The young people told Biden and Harris that if they didn't speak out against Israel, they wouldn't vote for them...and they did not vote for them.

Also, if you get on BlueSky and TikTok where most Gen Z and Millennials are communicating, you'll realize the young people have learned a valuable lesson: there are more of us than old people. If we band together and vote, we can get the candidate we want who will enact the policies we want. Older generations roll their eyes at millennials, but we are the most educated generation and also the generation with the least (in terms of wealth, real estate holdings, and kids). We are also one of the most well-traveled generations. We've been to other places in the world and seen how the citizens of other countries live better than us because of proper taxation of the wealthy and corporations. We have learned that we could have all that in the US if our government simply taxed the rich and corporations at appropriate rates.

Also, just for reference, because for some reason reason people on DCUM have it perpetually stuck in their heads that Gen Z are teenagers and Millennials are 20-somethings, here are the official age breakdowns:

Baby Boomers: 1946-1964 (ages 79-61)
Gen X: 1965-1980 (ages 60-45)
Millennials: 1981-1996 (ages 44-29)
Gen Z: 1997-2012 (ages 28-13)

I'm 43. I make more right now than both of my parents did combined at this age.

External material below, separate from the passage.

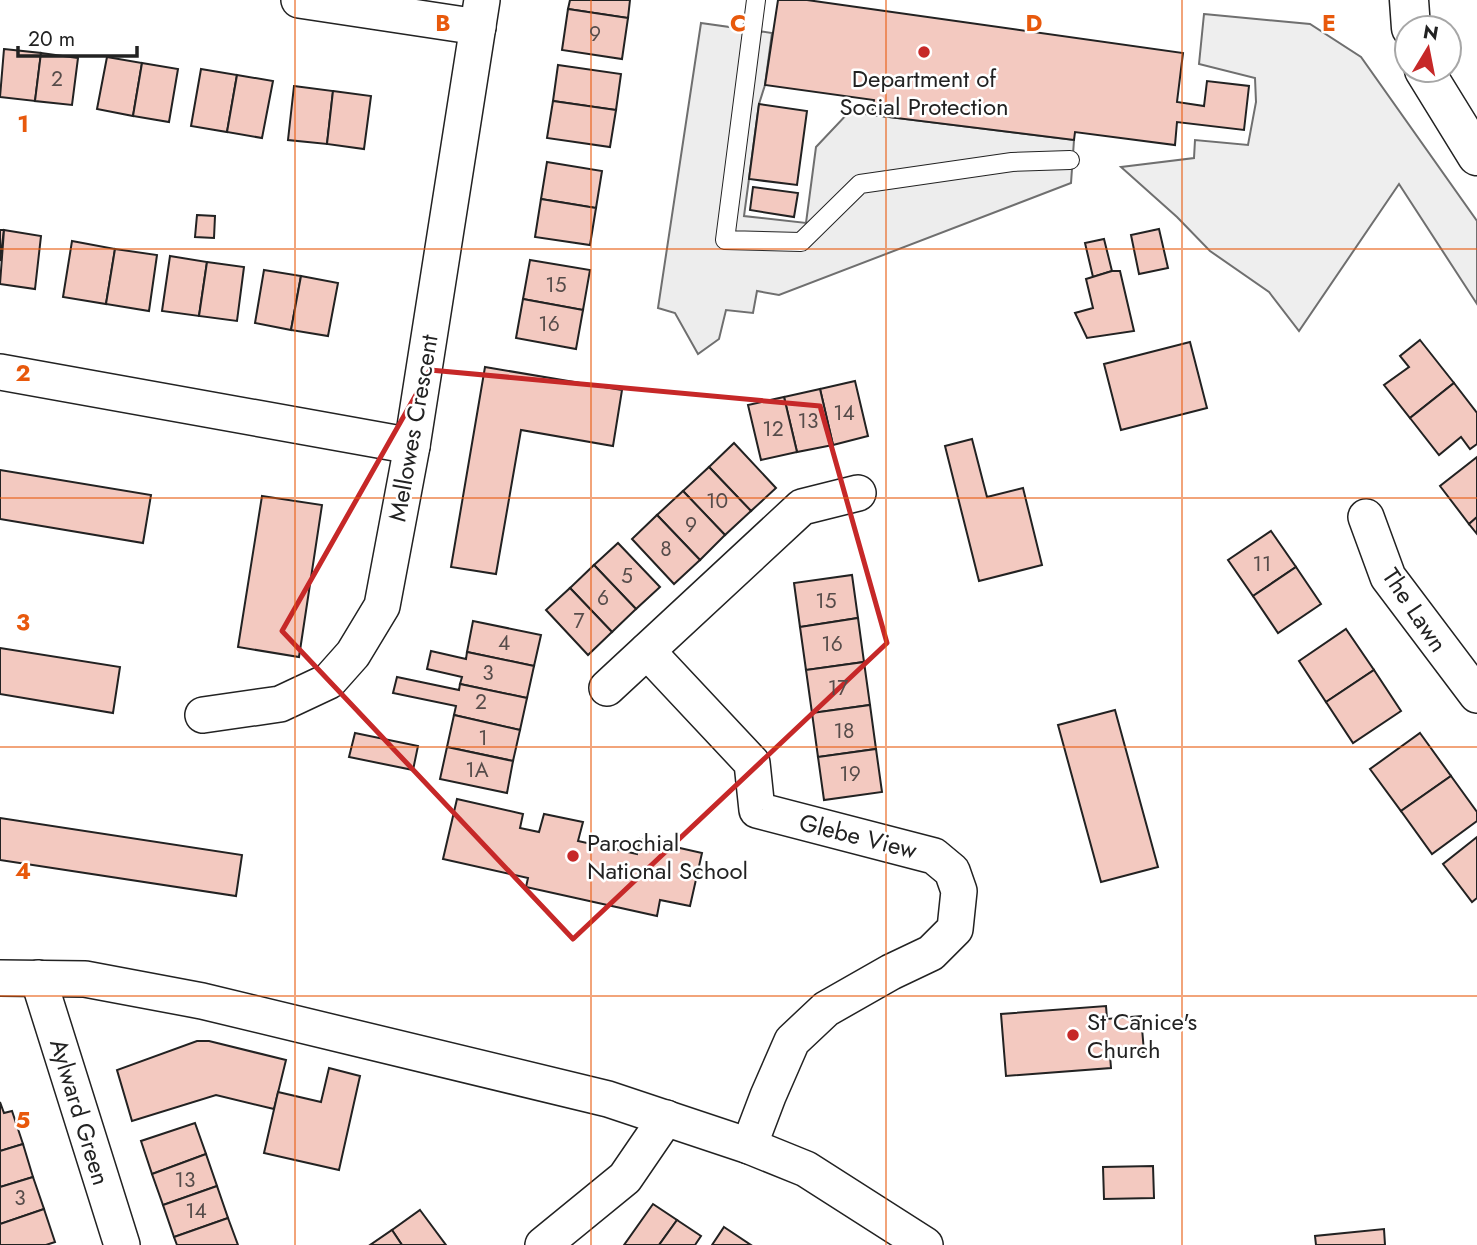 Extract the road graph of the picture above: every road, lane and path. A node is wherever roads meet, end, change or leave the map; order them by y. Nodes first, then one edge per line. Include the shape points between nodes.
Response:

I don't own a house. I live with a partner, but we are not married. We do not want kids because of the cost of everything. My parents owned a house, 2 cars, and took 3 kids on 2-3 vacations each year when they were in their 40s and they did that on the salaries of a tow truck driver and an office admin.



43 is not “young”. You are middle aged (as am I, also 43).

Your observations are generally correct and applicable to millennials (but not universal; I enjoy a much better standard of living than my parents did, I am married and I have 3 kids). ZM is not going to deliver a standard of living you seek, and, if his policy proposals are actually implemented, it will make your problems worse.


NP here. Do you not think there is an affordability and housing crisis in our country? That fact seems undeniable to me and should not be surprising given the energy of the occupy wall street movement over a decade ago and the growing inequality since then. So if there are problems with affordability/housing, why not try to some ideas? What I find refreshing about Mamdani is that he does not seem wed to ideology - listen to him talk about his grocery stores. It's one in each borough (which can be funded through existing city food programs) and he outright says if it doesn't work, then he will close them. Food deserts are a huge issue that the private sector has not tried so why not experiment with a public sector solution?


PP.

Yes, there is a housing/affordability crisis. The problem with “trying ideas” is that it can make problems much worse and destroy capital, making the road to recovery that much harder. Look at California: they’ve tried many ideas for making housing affordable and it’s only gotten worse and they are in a deeper hole. Most of ZM’s proposals will make the problems worse. The answer is and will continue to be more supply, but ZM isn’t going near that. Instead he’s proposing ideas that have been proven to fail.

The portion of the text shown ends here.